An additional RCT,[15] soon to publish its results, found that face-to-face and e-mail GSH were both superior to waitlist in reducing eating disorder psychopathology. There were no differences between the two active treatments (although they weren't powered enough for this), and attrition (drop-out) was higher in the e-mail condition (although there might have been nontreatment-related reasons for this) (Personal communication, May 24, 2019).

Two of the previously reported trials[13,14] were subsequently subject of cost-effective analysis. The first concurrent study[16] evaluated the cost-effectiveness of Internet-based cognitive-behavioral therapy for bulimia nervosa (CBT-bulimia nervosa) compared to face-to-face delivery of CBT-bulimia nervosa, as a secondary analysis of a RCT.[13] The authors concluded that face-to-face and Internet-based CBT-bulimia nervosa had similar cost-effectiveness, measured as the cost per abstinent patient. Cost-utility, measured as the cost per gain in Quality Adjusted Life Years was also comparable across intervention arms. Patient out-of-pocket costs were significantly lower in internet-based treatment because of the absence of travel-related costs.

The second study[17] determined the cost-effectiveness of individual face-to-face CBT compared to therapist-guided internet-based self-help in overweight or obese adults with BED (INTERBED trial[14]). The authors found no clear evidence for one of the treatments being more cost-effective. Face-to-face CBT tended to be more effective but also more costly; and concluded that if societal willingness to pay for an additional binge free day is low, then results suggest that internet-based GSH should be adopted.

Although less research exists on the use of self-help for anorexia nervosa (AN), Albano and colleagues,[18] recently performed a systematic review on interventions targeting either the individual affected by AN or their carers, and a meta-analysis of studies using randomized controlled designs evaluating the outcome of such interventions. The review included 22 articles, 15 of which discussed the use of self-help or GSH for patients and 7 for carers. The interventions were diverse in term of theoretical models, used different media (books and digital materials), and were guided by individuals with a variable experience and expertise (e.g., former patients, graduate students, or clinically trained professionals). The control group often consisted of patients on WLC or receiving standard treatment as usual. Seven of these studies used a randomized-controlled design and were included in the meta-analyses. The results of the meta-analysis indicated a reduced drop-out rate at end-of-treatment in the guided self-help/self-help group compared to the control group.
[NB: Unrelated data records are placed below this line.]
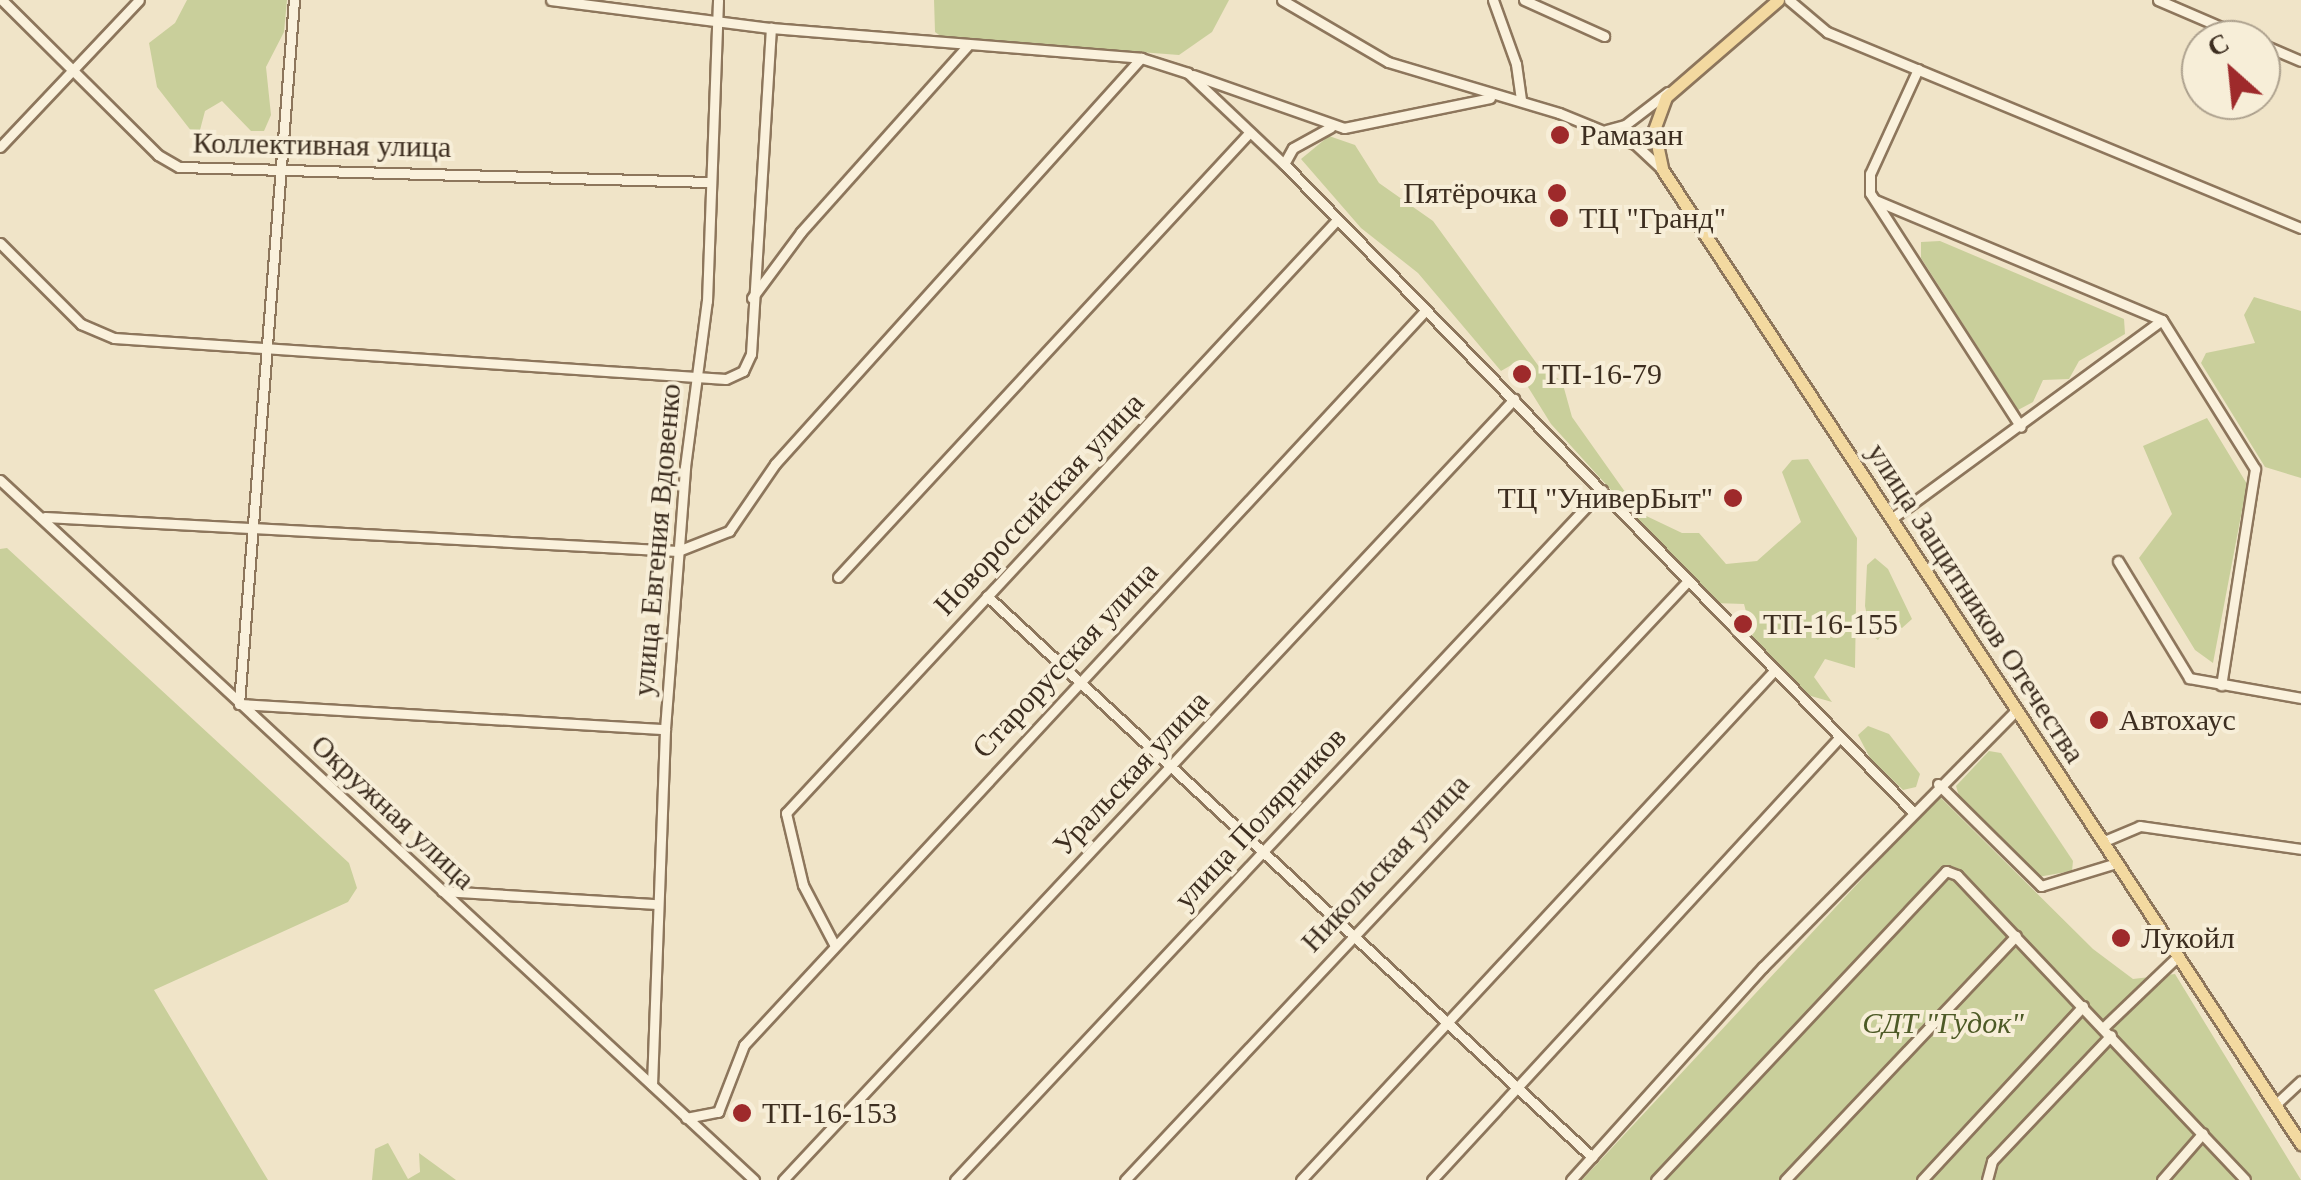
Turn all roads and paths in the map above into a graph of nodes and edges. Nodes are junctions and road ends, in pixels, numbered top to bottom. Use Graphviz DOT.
graph roads {
  1 [pos="2,0"];
  2 [pos="139,0"];
  3 [pos="294,0"];
  4 [pos="551,0"];
  5 [pos="718,0"];
  6 [pos="1282,0"];
  7 [pos="1493,0"];
  8 [pos="1524,0"];
  9 [pos="1778,0"];
  10 [pos="1789,0"];
  11 [pos="2158,0"];
  12 [pos="717,19"];
  13 [pos="2204,20"];
  14 [pos="771,28"];
  15 [pos="1604,36"];
  16 [pos="968,45"];
  17 [pos="1141,58"];
  18 [pos="1918,69"];
  19 [pos="75,70"];
  20 [pos="1188,73"];
  21 [pos="1676,86"];
  22 [pos="1498,96"];
  23 [pos="1521,101"];
  24 [pos="1332,126"];
  25 [pos="1598,129"];
  26 [pos="1250,132"];
  27 [pos="0,147"];
  28 [pos="1284,164"];
  29 [pos="278,168"];
  30 [pos="1662,169"];
  31 [pos="708,182"];
  32 [pos="1875,200"];
  33 [pos="1336,221"];
  34 [pos="2301,228"];
  35 [pos="0,243"];
  36 [pos="751,299"];
  37 [pos="1425,312"];
  38 [pos="2162,320"];
  39 [pos="265,348"];
  40 [pos="697,377"];
  41 [pos="1514,399"];
  42 [pos="2021,427"];
  43 [pos="1,482"];
  44 [pos="1602,490"];
  45 [pos="45,518"];
  46 [pos="1892,520"];
  47 [pos="250,526"];
  48 [pos="678,552"];
  49 [pos="2118,561"];
  50 [pos="838,577"];
  51 [pos="1686,584"];
  52 [pos="987,596"];
  53 [pos="1772,673"];
  54 [pos="1078,681"];
  55 [pos="2221,685"];
  56 [pos="2301,698"];
  57 [pos="239,704"];
  58 [pos="2016,710"];
  59 [pos="664,729"];
  60 [pos="1839,738"];
  61 [pos="1171,767"];
  62 [pos="1938,784"];
  63 [pos="1912,811"];
  64 [pos="2102,842"];
  65 [pos="2301,848"];
  66 [pos="1263,852"];
  67 [pos="2116,863"];
  68 [pos="442,891"];
  69 [pos="657,904"];
  70 [pos="1353,934"];
  71 [pos="2016,936"];
  72 [pos="835,946"];
  73 [pos="2177,957"];
  74 [pos="2083,1006"];
  75 [pos="1446,1021"];
  76 [pos="2108,1031"];
  77 [pos="2301,1081"];
  78 [pos="652,1085"];
  79 [pos="1517,1088"];
  80 [pos="2275,1105"];
  81 [pos="686,1118"];
  82 [pos="2202,1133"];
  83 [pos="2301,1144"];
  84 [pos="1592,1157"];
  85 [pos="754,1180"];
  86 [pos="783,1180"];
  87 [pos="956,1180"];
  88 [pos="1125,1180"];
  89 [pos="1301,1180"];
  90 [pos="1432,1180"];
  91 [pos="1571,1180"];
  92 [pos="1656,1180"];
  93 [pos="1786,1180"];
  94 [pos="1922,1180"];
  95 [pos="1987,1180"];
  96 [pos="2162,1180"];
  97 [pos="2245,1180"];
  1 -- 19 [label="street, Коллективная улица"];
  2 -- 19 [label="street"];
  3 -- 29 [label="street"];
  4 -- 12 [label="street"];
  5 -- 12 [label="street, улица Евгения Вдовенко"];
  6 -- 22 [label="street"];
  7 -- 23 [label="street"];
  8 -- 15 [label="street"];
  9 -- 21 [label="main road"];
  10 -- 18 [label="street"];
  11 -- 13 [label="street"];
  12 -- 14 [label="street"];
  12 -- 31 [label="street, улица Евгения Вдовенко"];
  14 -- 16 [label="street"];
  14 -- 36 [label="street"];
  16 -- 17 [label="street"];
  16 -- 36 [label="street"];
  17 -- 20 [label="street"];
  17 -- 48 [label="street"];
  18 -- 32 [label="street"];
  18 -- 34 [label="street"];
  19 -- 27 [label="street"];
  19 -- 29 [label="street, Коллективная улица"];
  20 -- 24 [label="street"];
  20 -- 26 [label="street"];
  21 -- 25 [label="street"];
  21 -- 30 [label="main road, улица Защитников Отечества"];
  22 -- 23 [label="street"];
  22 -- 24 [label="street"];
  23 -- 25 [label="street"];
  24 -- 28 [label="street"];
  25 -- 30 [label="street"];
  26 -- 28 [label="street"];
  26 -- 50 [label="street"];
  28 -- 33 [label="street"];
  29 -- 31 [label="street, Коллективная улица"];
  29 -- 39 [label="street"];
  30 -- 46 [label="main road, улица Защитников Отечества"];
  31 -- 40 [label="street, улица Евгения Вдовенко"];
  32 -- 38 [label="street"];
  32 -- 42 [label="street"];
  33 -- 37 [label="street"];
  33 -- 52 [label="street, Новороссийская улица"];
  35 -- 39 [label="street"];
  36 -- 40 [label="street"];
  37 -- 41 [label="street"];
  37 -- 54 [label="street, Старорусская улица"];
  38 -- 42 [label="street"];
  38 -- 55 [label="street"];
  39 -- 40 [label="street"];
  39 -- 47 [label="street"];
  40 -- 48 [label="street, улица Евгения Вдовенко"];
  41 -- 44 [label="street"];
  41 -- 61 [label="street, Уральская улица"];
  42 -- 46 [label="street"];
  43 -- 45 [label="street, Окружная улица"];
  44 -- 51 [label="street"];
  44 -- 66 [label="street, улица Полярников"];
  45 -- 47 [label="street"];
  45 -- 57 [label="street, Окружная улица"];
  46 -- 58 [label="main road, улица Защитников Отечества"];
  47 -- 48 [label="street"];
  47 -- 57 [label="street"];
  48 -- 59 [label="street, улица Евгения Вдовенко"];
  49 -- 55 [label="street"];
  51 -- 53 [label="street"];
  51 -- 70 [label="street, Никольская улица"];
  52 -- 54 [label="street"];
  52 -- 72 [label="street, Новороссийская улица"];
  53 -- 60 [label="street"];
  53 -- 75 [label="street"];
  54 -- 61 [label="street"];
  54 -- 72 [label="street, Старорусская улица"];
  55 -- 56 [label="street"];
  57 -- 59 [label="street"];
  57 -- 68 [label="street, Окружная улица"];
  58 -- 62 [label="street"];
  58 -- 64 [label="main road, улица Защитников Отечества"];
  59 -- 69 [label="street, улица Евгения Вдовенко"];
  60 -- 63 [label="street"];
  60 -- 79 [label="street"];
  61 -- 66 [label="street"];
  61 -- 86 [label="street, Уральская улица"];
  62 -- 63 [label="street"];
  62 -- 67 [label="street"];
  63 -- 84 [label="street"];
  64 -- 65 [label="street"];
  64 -- 67 [label="main road, улица Защитников Отечества"];
  66 -- 70 [label="street"];
  66 -- 87 [label="street, улица Полярников"];
  67 -- 73 [label="main road, улица Защитников Отечества"];
  68 -- 69 [label="street"];
  68 -- 78 [label="street, Окружная улица"];
  69 -- 78 [label="street, улица Евгения Вдовенко"];
  70 -- 75 [label="street"];
  70 -- 88 [label="street, Никольская улица"];
  71 -- 74 [label="street"];
  71 -- 92 [label="street"];
  71 -- 93 [label="street"];
  72 -- 81 [label="street, Старорусская улица"];
  73 -- 76 [label="street"];
  73 -- 80 [label="main road, улица Защитников Отечества"];
  74 -- 76 [label="street"];
  74 -- 94 [label="street"];
  75 -- 79 [label="street"];
  75 -- 89 [label="street"];
  76 -- 82 [label="street"];
  76 -- 95 [label="street"];
  77 -- 80 [label="street"];
  78 -- 81 [label="street, Окружная улица"];
  79 -- 84 [label="street"];
  79 -- 90 [label="street"];
  80 -- 83 [label="main road, улица Защитников Отечества"];
  81 -- 85 [label="street, Окружная улица"];
  82 -- 96 [label="street"];
  82 -- 97 [label="street"];
  84 -- 91 [label="street"];
}
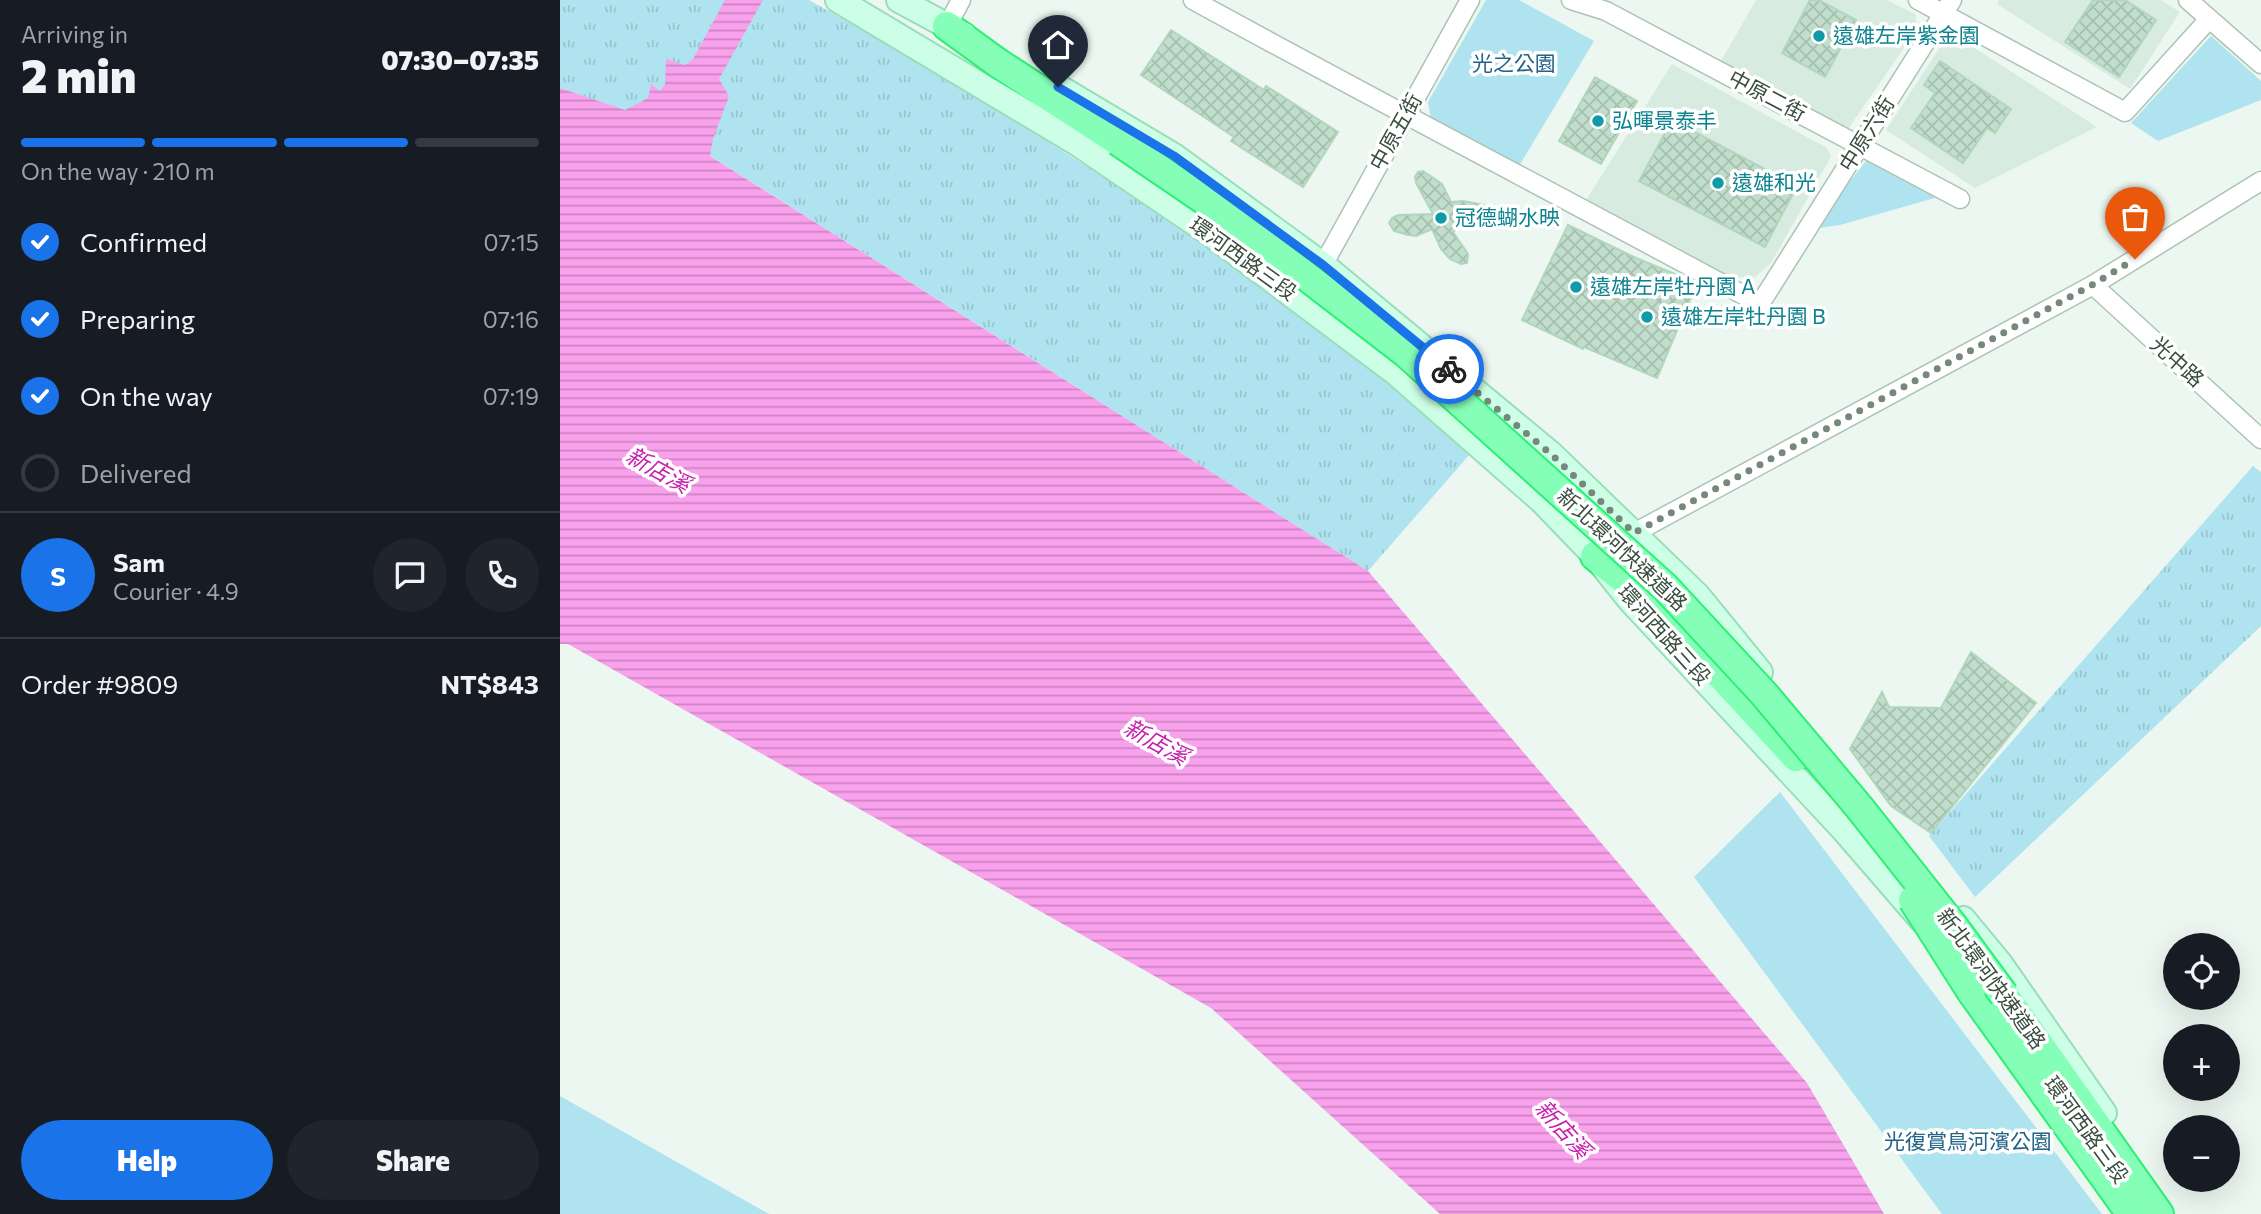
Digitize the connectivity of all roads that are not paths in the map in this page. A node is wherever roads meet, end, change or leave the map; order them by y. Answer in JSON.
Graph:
{"nodes":[{"id":1,"x":838,"y":0,"type":"edge"},
{"id":2,"x":899,"y":0,"type":"edge"},
{"id":3,"x":961,"y":0,"type":"edge"},
{"id":4,"x":1193,"y":0,"type":"edge"},
{"id":5,"x":1471,"y":0,"type":"edge"},
{"id":6,"x":1571,"y":0,"type":"edge"},
{"id":7,"x":1918,"y":0,"type":"edge"},
{"id":8,"x":2188,"y":0,"type":"edge"},
{"id":9,"x":1948,"y":7,"type":"edge"},
{"id":10,"x":2209,"y":19,"type":"junction"},
{"id":11,"x":947,"y":26,"type":"junction"},
{"id":12,"x":2261,"y":64,"type":"edge"},
{"id":13,"x":1405,"y":116,"type":"junction"},
{"id":14,"x":1860,"y":145,"type":"junction"},
{"id":15,"x":2261,"y":181,"type":"edge"},
{"id":16,"x":1960,"y":199,"type":"dead end"},
{"id":17,"x":1323,"y":265,"type":"junction"},
{"id":18,"x":2092,"y":285,"type":"junction"},
{"id":19,"x":2261,"y":438,"type":"edge"},
{"id":20,"x":1634,"y":533,"type":"junction"},
{"id":21,"x":1595,"y":556,"type":"junction"},
{"id":22,"x":2131,"y":1214,"type":"edge"},
{"id":23,"x":2146,"y":1214,"type":"edge"},
{"id":24,"x":2159,"y":1214,"type":"edge"},
{"id":25,"x":2175,"y":1214,"type":"edge"}],
"edges":[{"from":1,"to":21,"type":"main road","name":"環河西路三段"},
{"from":2,"to":11,"type":"main road","name":"環河西路三段"},
{"from":3,"to":11,"type":"street"},
{"from":4,"to":13,"type":"street"},
{"from":5,"to":13,"type":"street","name":"中原五街"},
{"from":6,"to":14,"type":"street","name":"中原二街"},
{"from":7,"to":9,"type":"street"},
{"from":8,"to":10,"type":"street"},
{"from":9,"to":10,"type":"street"},
{"from":9,"to":14,"type":"street","name":"中原六街"},
{"from":10,"to":12,"type":"street"},
{"from":11,"to":17,"type":"main road","name":"環河西路三段"},
{"from":11,"to":24,"type":"highway","name":"新北環河快速道路","bridge":true},
{"from":13,"to":14,"type":"street","name":"中原六街"},
{"from":13,"to":17,"type":"street","name":"中原五街"},
{"from":14,"to":16,"type":"street","name":"中原二街"},
{"from":15,"to":18,"type":"street"},
{"from":17,"to":20,"type":"main road","name":"環河西路三段"},
{"from":18,"to":19,"type":"street","name":"光中路"},
{"from":18,"to":20,"type":"street"},
{"from":20,"to":21,"type":"street"},
{"from":20,"to":25,"type":"main road","name":"環河西路三段"},
{"from":21,"to":22,"type":"highway","name":"新北環河快速道路","bridge":true},
{"from":21,"to":23,"type":"main road","name":"環河西路三段"}]}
However, guided self-help/self-help interventions did not produce greater clinical improvements in BMI, depression, anxiety or quality-of-life when compared to a control group. The authors are currently conducting two large RCTs[19,20] aimed at testing GSH for patients with AN.

In a timely and very recent to be published article, Barakat and colleagues[21] reviewed the literature and conducted a meta-analysis to determine which components of internet-based interventions were associated with higher retention and improved outcome in eating disorder treatment. Each of the 23 studies reviewed was coded on four dimensions: channel used (e.g., text, audio, and video); degree of interactivity with the program (e.g., self-monitoring and exercises); level of automated feedback (e.g., reminders, personalized feedback, and reinforcement messages); and, device used (e.g., smartphone, tablet, and computer). The authors concluded that e-Therapies, especially those aimed at binge eating and bulimic type disorders, produced significant decreases in eating disorder symptomatology, with small to medium effect sizes. Most importantly, results suggest that two technical characteristics of the intervention, multimedia and feedback, were moderators of outcome. In summary, the more the range of multimedia channels the greater symptom improvement; and studies which employed more frequent and personalized feedback achieved greater results at end-of-treatment when compared to the control condition.